Uploaded image for project: 'MariaDB Server'
  1. MariaDB Server
  2. MDEV-26345

SELECT MIN on Spider table returns more rows than expected

Details

    Description

      How to reproduce:

      SET @@session.spider_same_server_link = ON;
       
       
      GRANT ALL PRIVILEGES ON *.* TO 'spinne'@'127.0.0.1'  IDENTIFIED BY 'Widow2021!';
       
      DROP SERVER data1;
       
      CREATE SERVER IF NOT EXISTS data1
       
      FOREIGN DATA WRAPPER mysql
      OPTIONS(
      HOST '127.0.0.1',
      DATABASE 'test',
      USER 'spinne',
      PORT 3307,
      PASSWORD 'Widow2021!'
      );
       
      DROP DATABASE IF EXISTS auto_test_local;
      DROP DATABASE IF EXISTS auto_test_remote;
       
      CREATE DATABASE auto_test_local;
      USE auto_test_local;
      CREATE TABLE IF NOT EXISTS `sp` (
        `c1` varchar(10) NOT NULL,
        `c2` varchar(17) NOT NULL,
        `c3` datetime NOT NULL DEFAULT '0001-01-01 00:00:00',
        PRIMARY KEY (`c1`,`c2`,`c3`)
      ) ENGINE=SPIDER DEFAULT CHARSET=utf8 COMMENT='wrapper "mariadb", table "sp"'
      PARTITION BY LIST COLUMNS(`c2`)
      (PARTITION `pt1` DEFAULT COMMENT = 'srv "data1"' ENGINE = SPIDER);
       
      CREATE DATABASE auto_test_remote;
      USE auto_test_remote;
      CREATE TABLE IF NOT EXISTS `sp` (
        `c1` varchar(10) NOT NULL,
        `c2` varchar(17) NOT NULL,
        `c3` datetime NOT NULL DEFAULT '0001-01-01 00:00:00',
        PRIMARY KEY (`c1`,`c2`,`c3`)
      ) ENGINE=InnoDB DEFAULT CHARSET=utf8 ROW_FORMAT=COMPRESSED KEY_BLOCK_SIZE=8
       PARTITION BY RANGE  COLUMNS(`c3`)
      (PARTITION `pmax` VALUES LESS THAN (MAXVALUE) ENGINE = InnoDB);
       
      INSERT INTO auto_test_remote.sp VALUES
      ('00166','1','2020-05-05 00:00:00'),
      ('00166','2','2020-05-03 00:00:00'),
      ('00166','3','2020-05-02 00:00:00'),
      ('00166','4','2020-05-01 00:00:00'),
      ('00166','5','2020-05-06 00:00:00'),
      ('00174','6','2020-05-06 00:00:00'),
      ('00174','7','2020-05-06 00:00:00'),
      ('00174','8','2020-05-04 00:00:00');
       
      SELECT MIN(c2),c1 FROM auto_test_local.sp WHERE c1='00166';
      

      Result of c2 is not correct, resultset have 5 times the same value for c2.

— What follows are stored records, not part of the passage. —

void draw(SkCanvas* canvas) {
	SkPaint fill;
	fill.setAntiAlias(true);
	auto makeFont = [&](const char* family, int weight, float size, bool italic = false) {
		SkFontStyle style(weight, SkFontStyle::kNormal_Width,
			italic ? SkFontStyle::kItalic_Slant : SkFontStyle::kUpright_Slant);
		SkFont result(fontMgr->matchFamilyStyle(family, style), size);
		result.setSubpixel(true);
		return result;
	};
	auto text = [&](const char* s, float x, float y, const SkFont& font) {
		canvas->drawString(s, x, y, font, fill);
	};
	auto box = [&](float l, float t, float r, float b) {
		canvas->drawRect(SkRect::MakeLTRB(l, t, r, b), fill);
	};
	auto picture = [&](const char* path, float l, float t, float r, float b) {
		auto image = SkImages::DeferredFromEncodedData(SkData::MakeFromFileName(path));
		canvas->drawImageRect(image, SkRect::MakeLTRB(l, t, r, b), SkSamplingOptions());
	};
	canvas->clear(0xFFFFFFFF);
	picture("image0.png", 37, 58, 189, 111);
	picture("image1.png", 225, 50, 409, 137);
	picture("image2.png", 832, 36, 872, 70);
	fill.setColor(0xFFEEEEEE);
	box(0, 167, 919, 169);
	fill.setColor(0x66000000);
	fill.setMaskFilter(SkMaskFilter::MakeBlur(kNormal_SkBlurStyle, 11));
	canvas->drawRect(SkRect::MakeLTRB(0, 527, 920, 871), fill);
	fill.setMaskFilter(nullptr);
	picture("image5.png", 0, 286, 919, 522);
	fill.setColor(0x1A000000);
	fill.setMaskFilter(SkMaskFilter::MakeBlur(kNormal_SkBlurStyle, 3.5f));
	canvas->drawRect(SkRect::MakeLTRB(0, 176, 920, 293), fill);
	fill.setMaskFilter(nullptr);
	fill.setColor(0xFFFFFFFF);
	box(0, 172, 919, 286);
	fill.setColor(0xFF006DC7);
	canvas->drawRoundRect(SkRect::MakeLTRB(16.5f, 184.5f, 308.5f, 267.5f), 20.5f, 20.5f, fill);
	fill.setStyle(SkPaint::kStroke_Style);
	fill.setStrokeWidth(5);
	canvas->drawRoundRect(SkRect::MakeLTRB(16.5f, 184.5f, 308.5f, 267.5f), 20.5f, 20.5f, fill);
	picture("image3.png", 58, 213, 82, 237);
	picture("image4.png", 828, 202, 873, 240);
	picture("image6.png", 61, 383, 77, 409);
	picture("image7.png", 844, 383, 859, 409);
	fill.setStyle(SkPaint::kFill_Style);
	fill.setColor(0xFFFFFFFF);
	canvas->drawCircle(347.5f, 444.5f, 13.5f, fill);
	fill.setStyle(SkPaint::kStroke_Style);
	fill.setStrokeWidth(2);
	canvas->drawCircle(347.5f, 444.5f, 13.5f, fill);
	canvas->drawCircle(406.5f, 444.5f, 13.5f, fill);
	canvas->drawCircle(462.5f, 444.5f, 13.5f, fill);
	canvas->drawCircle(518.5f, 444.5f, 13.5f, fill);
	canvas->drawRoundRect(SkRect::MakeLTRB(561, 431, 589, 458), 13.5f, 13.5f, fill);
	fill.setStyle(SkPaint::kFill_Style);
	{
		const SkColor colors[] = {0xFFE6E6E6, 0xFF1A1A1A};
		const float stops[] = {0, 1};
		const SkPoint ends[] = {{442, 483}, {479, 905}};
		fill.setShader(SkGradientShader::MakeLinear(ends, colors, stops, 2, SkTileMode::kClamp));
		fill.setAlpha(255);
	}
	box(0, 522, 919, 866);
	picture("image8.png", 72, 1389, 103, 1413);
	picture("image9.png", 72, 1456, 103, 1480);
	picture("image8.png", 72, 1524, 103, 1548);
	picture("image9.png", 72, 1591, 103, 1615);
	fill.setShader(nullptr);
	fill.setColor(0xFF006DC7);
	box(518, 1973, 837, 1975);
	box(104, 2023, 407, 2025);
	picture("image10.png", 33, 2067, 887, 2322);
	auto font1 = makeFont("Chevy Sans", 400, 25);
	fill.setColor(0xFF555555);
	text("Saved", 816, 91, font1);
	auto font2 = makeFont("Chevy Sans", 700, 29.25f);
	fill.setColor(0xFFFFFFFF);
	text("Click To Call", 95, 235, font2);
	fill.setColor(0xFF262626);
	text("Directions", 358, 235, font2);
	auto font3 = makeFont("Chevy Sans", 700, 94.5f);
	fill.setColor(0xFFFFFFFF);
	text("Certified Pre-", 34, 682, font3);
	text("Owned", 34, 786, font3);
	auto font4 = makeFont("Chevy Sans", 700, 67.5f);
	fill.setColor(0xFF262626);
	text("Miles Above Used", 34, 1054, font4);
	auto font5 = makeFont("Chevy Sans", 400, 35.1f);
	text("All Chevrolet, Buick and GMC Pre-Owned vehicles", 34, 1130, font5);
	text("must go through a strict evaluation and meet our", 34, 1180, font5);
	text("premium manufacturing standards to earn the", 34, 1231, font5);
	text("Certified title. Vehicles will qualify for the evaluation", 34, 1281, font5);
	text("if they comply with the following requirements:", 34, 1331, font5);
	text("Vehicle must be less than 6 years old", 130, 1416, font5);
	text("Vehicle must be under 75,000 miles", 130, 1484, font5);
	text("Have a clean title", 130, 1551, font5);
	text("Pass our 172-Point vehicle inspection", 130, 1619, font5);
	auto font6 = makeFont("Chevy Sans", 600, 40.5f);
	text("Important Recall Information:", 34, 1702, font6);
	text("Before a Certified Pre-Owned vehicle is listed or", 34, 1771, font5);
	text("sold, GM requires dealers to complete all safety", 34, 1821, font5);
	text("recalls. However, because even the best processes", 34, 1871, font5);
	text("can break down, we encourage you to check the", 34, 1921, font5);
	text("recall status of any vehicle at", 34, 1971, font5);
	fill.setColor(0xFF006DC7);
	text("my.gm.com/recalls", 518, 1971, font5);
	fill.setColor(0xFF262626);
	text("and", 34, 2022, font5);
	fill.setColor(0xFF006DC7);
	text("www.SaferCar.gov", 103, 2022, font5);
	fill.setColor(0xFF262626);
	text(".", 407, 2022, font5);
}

      MariaDB > SELECT MIN(c2),c1 FROM auto_test_local.sp WHERE c1='00166';
      +---------+-------+
      | MIN(c2) | c1    |
      +---------+-------+
      | 1       | 00166 |
      | 1       | 00166 |
      | 1       | 00166 |
      | 1       | 00166 |
      | 1       | 00166 |
      +---------+-------+
      5 rows in set (0.042 sec)
      

      Attachments

        Issue Links

          Activity

            ycp Yuchen Pei added a comment - - edited

            The idea of adding distinct in case of implicit groupin (as in nayuta's patch) is incorrect, and here's a counterexample:

            create table t2 (a int, b int, c int, PRIMARY KEY (a, b));
            create table t1 (a int, b int, c int, PRIMARY KEY (a, b)) ENGINE=Spider
            COMMENT='WRAPPER "mysql", srv "srv",TABLE "t2"';
            insert into t2 VALUES (1,4,1), (1,2,2), (2,11,3);
            SELECT MIN(b), a, c FROM t1 WHERE a=1;
            # should be one row, but we get instead
            # MIN(b)	a	c
            # 2	1	2
            # 2	1	1

            The real issue is the spider GBH skipping of const items (MIN(b) in the example) and sending something like select distinct a, c from t1 ....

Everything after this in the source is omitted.